SUPPLIED RECORDS:
* * *
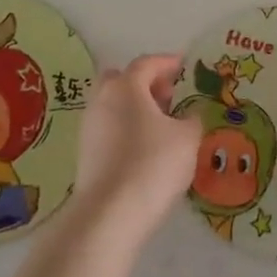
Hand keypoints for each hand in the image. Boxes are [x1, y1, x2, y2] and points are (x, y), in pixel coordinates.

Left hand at [71, 53, 200, 243]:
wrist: (110, 214)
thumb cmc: (153, 164)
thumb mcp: (187, 139)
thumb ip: (192, 120)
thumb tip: (189, 115)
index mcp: (126, 86)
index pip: (147, 63)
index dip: (166, 62)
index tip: (182, 65)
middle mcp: (102, 99)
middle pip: (121, 79)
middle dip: (144, 83)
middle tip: (167, 96)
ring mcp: (89, 126)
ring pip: (112, 104)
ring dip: (134, 107)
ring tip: (159, 125)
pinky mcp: (85, 153)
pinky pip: (107, 128)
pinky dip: (124, 128)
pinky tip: (143, 148)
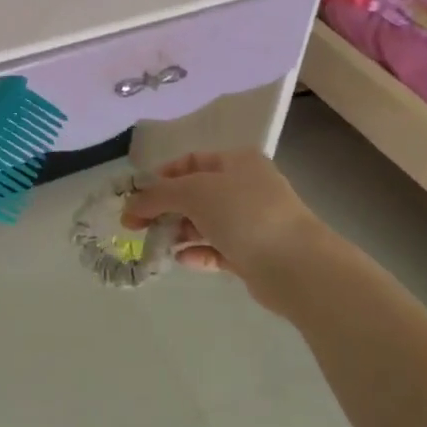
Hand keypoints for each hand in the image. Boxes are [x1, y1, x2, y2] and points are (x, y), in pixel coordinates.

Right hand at [122, 151, 328, 317]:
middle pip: (196, 193)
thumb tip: (130, 206)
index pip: (192, 161)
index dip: (162, 175)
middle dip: (165, 208)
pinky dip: (198, 253)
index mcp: (238, 161)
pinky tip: (182, 260)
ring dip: (179, 232)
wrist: (296, 265)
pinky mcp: (253, 254)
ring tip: (156, 245)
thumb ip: (158, 195)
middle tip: (136, 226)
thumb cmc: (244, 213)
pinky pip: (217, 249)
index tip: (137, 195)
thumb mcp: (194, 192)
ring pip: (205, 223)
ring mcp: (251, 222)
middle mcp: (246, 187)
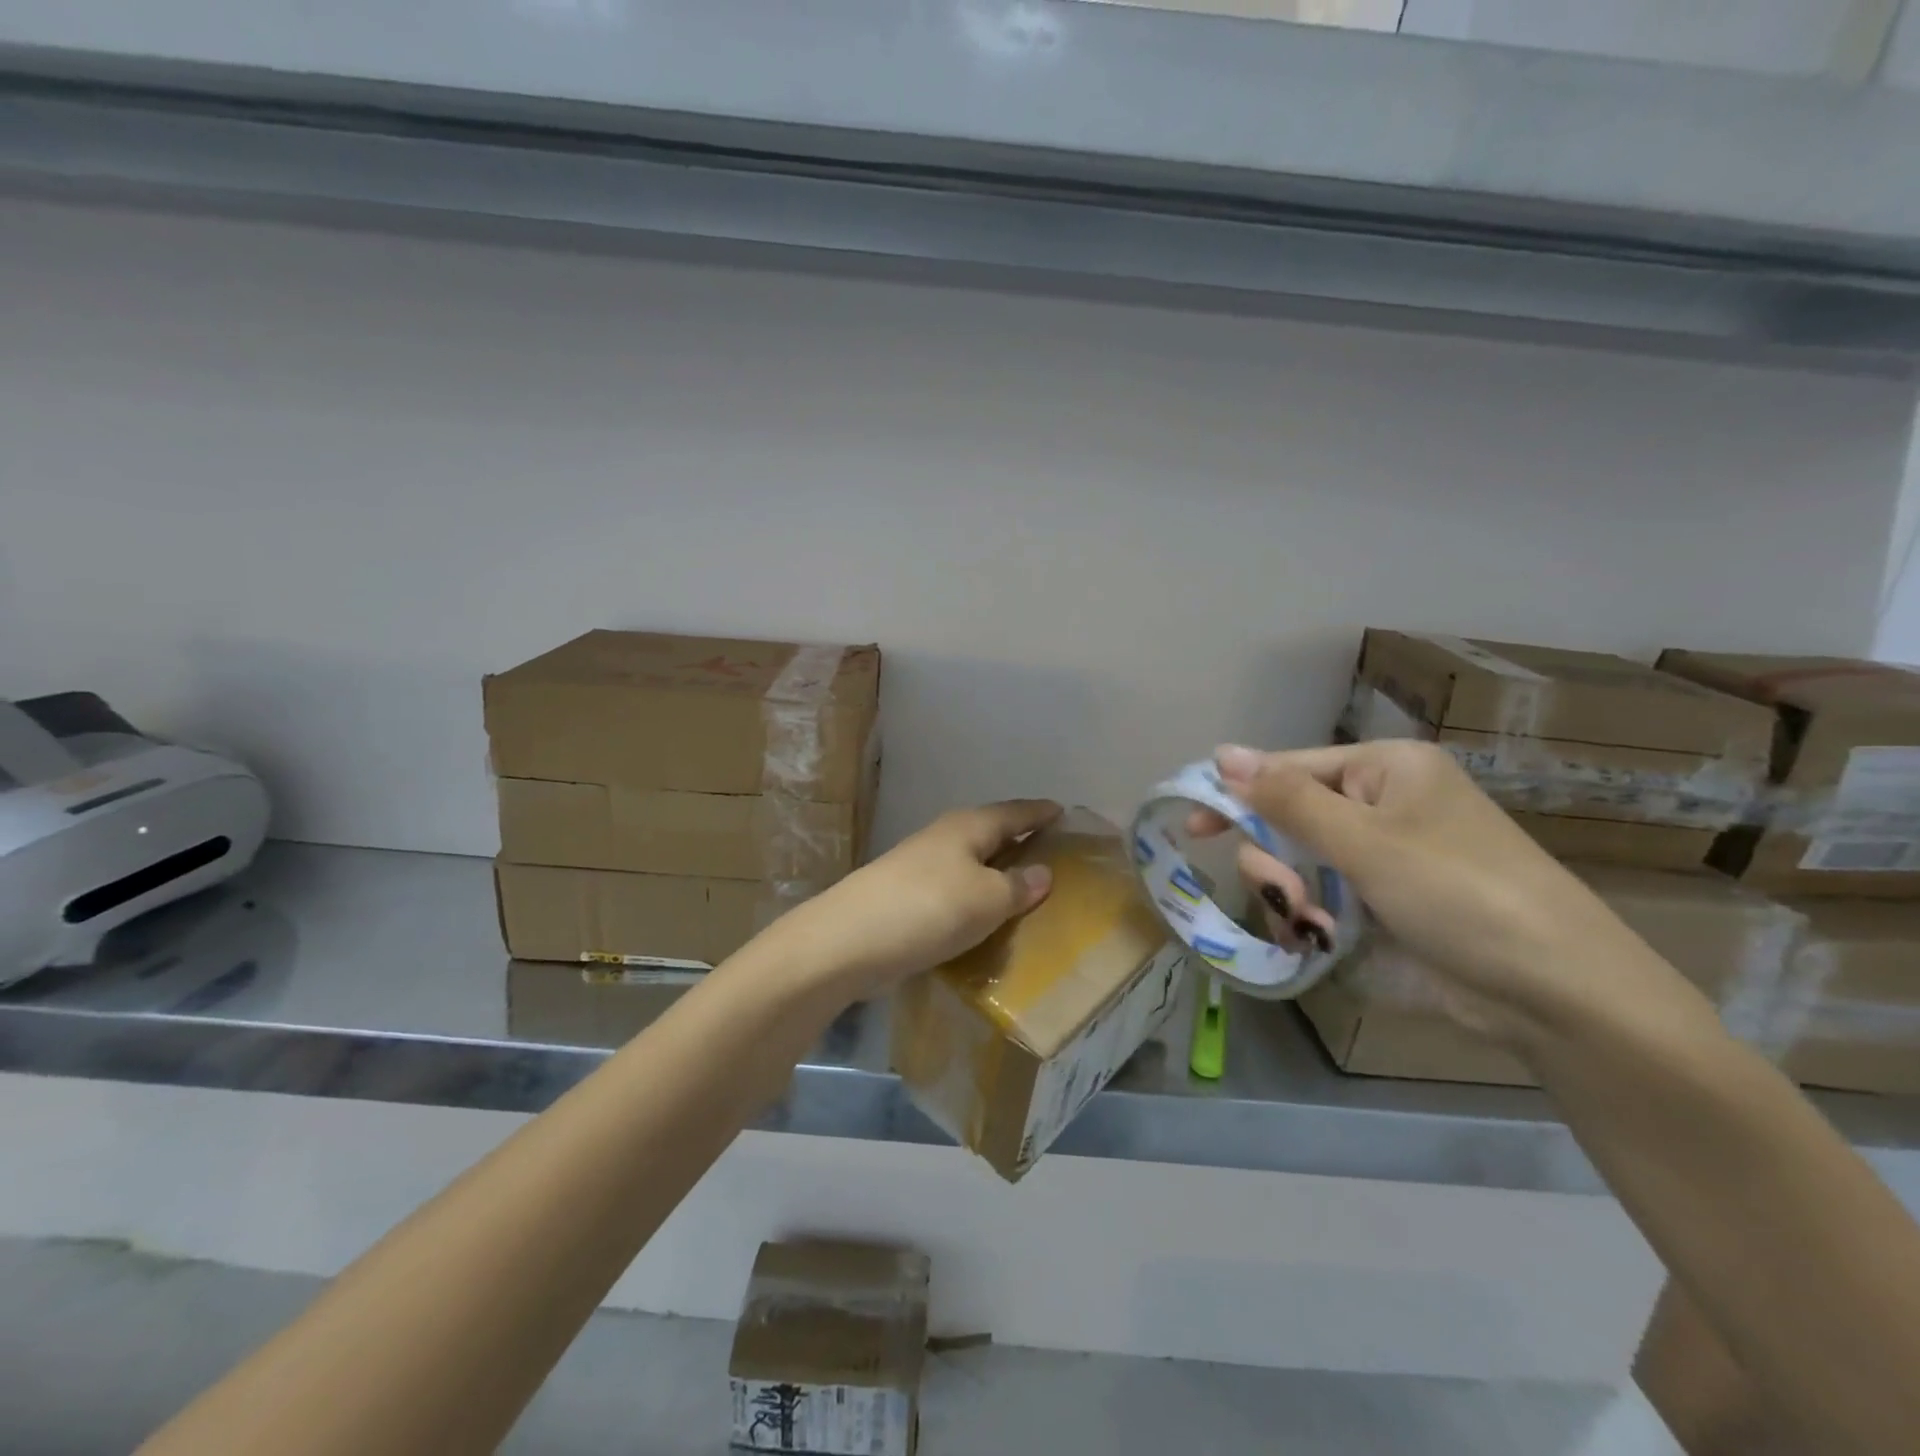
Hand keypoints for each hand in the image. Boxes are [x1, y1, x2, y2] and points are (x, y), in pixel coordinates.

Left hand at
* * *
WHAT YOU WILL DO:
All of the material should be reproduced exactly, apart from the pictures.

WRITTEN ANSWER:
Hand keypoints for each hand in the image. Boxes are [x1, y1, x2, y2] and points are (x, y), in pixel coordinates.

Left hand at [71, 53, 200, 243]:
wrist: (110, 214)
thumb cmc: (153, 164)
thumb mcp: (187, 139)
thumb ip: (192, 120)
thumb tip: (189, 115)
index mcp: (126, 86)
index pip: (147, 63)
index dip: (166, 62)
index tip: (182, 65)
middle mcp: (102, 99)
middle pip: (121, 79)
middle dip: (144, 83)
middle tip: (167, 96)
ring mcp: (89, 126)
ring pip: (112, 104)
ring dip: (134, 107)
ring tip: (159, 125)
pinky mcp: (85, 153)
pinky pip: (107, 128)
pinky dip: (124, 128)
pinky tip: (143, 148)
Hand keypoints for each hand in the image. Boxes are [x1, y1, x2, y2] and points are (x, y), in pixel coordinates.

Right hand at [122, 151, 328, 317]:
middle pip: (196, 193)
thumb tip: (130, 206)
index pip: (192, 161)
index dip: (162, 175)
middle dip: (165, 208)
pinky dip: (198, 253)
index mcp: (238, 161)
pinky tip: (182, 260)
ring dip: (179, 232)
wrist: (296, 265)
pinky mcp: (253, 254)
ring tip: (156, 245)
thumb ip: (158, 195)
middle tip: (136, 226)
thumb cmc: (244, 213)
pinky pip: (217, 249)
index tip: (137, 195)
thumb mcp: (194, 192)
ring pip: (205, 223)
ring mcp: (251, 222)
middle mcp: (246, 187)
Hand keypoints for each hand in the image. Boxes are [x1, y1, x2, y2] and points are (x, y), in pixel coordinates.

Left hand at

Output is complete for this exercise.